Rodrigo Carvalhaes Peres

Justiça Manda Usina Indenizar em R$ 300 Mil Família de Motorista Morto em Serviço

Empresa foi responsabilizada por acidente com caminhão mesmo tendo sido causado por mal súbito do funcionário; para o TST, a profissão de motorista é de alto risco.

A gigante do setor de energia, Raízen, foi condenada a pagar uma indenização de R$ 300 mil à viúva e ao filho de um de seus motoristas, que morreu após sofrer um mal súbito enquanto trabalhava. A decisão final foi confirmada nesta sexta-feira (1º), pela mais alta corte trabalhista do país, o Tribunal Superior do Trabalho (TST). A Justiça responsabilizou a empresa pelo acidente, ocorrido em julho de 2022 no pátio da companhia na região de Campinas (SP), por entender que a função de motorista de caminhão é uma atividade de risco, o que impõe ao empregador o dever de reparar os danos, mesmo sem ter culpa direta no fato.

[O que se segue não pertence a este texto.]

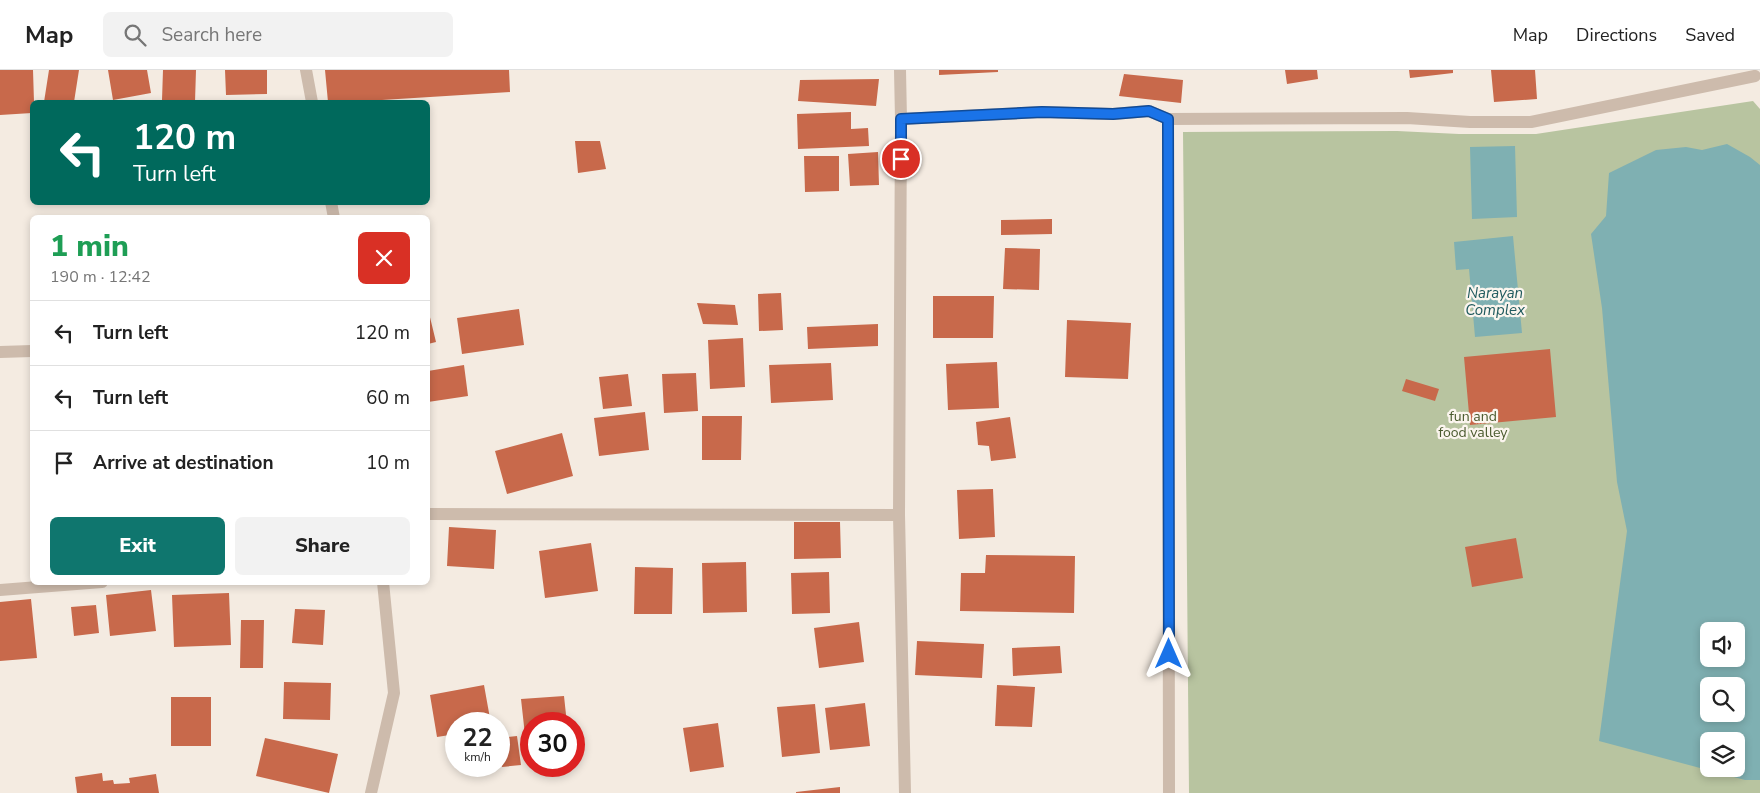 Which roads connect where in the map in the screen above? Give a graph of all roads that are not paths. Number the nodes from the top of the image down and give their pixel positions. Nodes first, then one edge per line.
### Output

O trágico acidente aconteceu quando o funcionário manobrava um caminhão dentro da empresa. Ele teve um mal súbito, perdeu o controle do veículo e colidiu violentamente com uma estrutura de concreto. O motorista ficou preso às ferragens por aproximadamente seis horas e, apesar do socorro, faleceu no dia seguinte.

Durante o processo, a Raízen tentou se isentar da responsabilidade. A defesa da empresa alegou que o motorista teria sofrido uma crise de epilepsia, uma condição de saúde que, segundo a companhia, não foi informada no momento da contratação. Com esse argumento, sustentou que a culpa pelo acidente seria “exclusiva da vítima”.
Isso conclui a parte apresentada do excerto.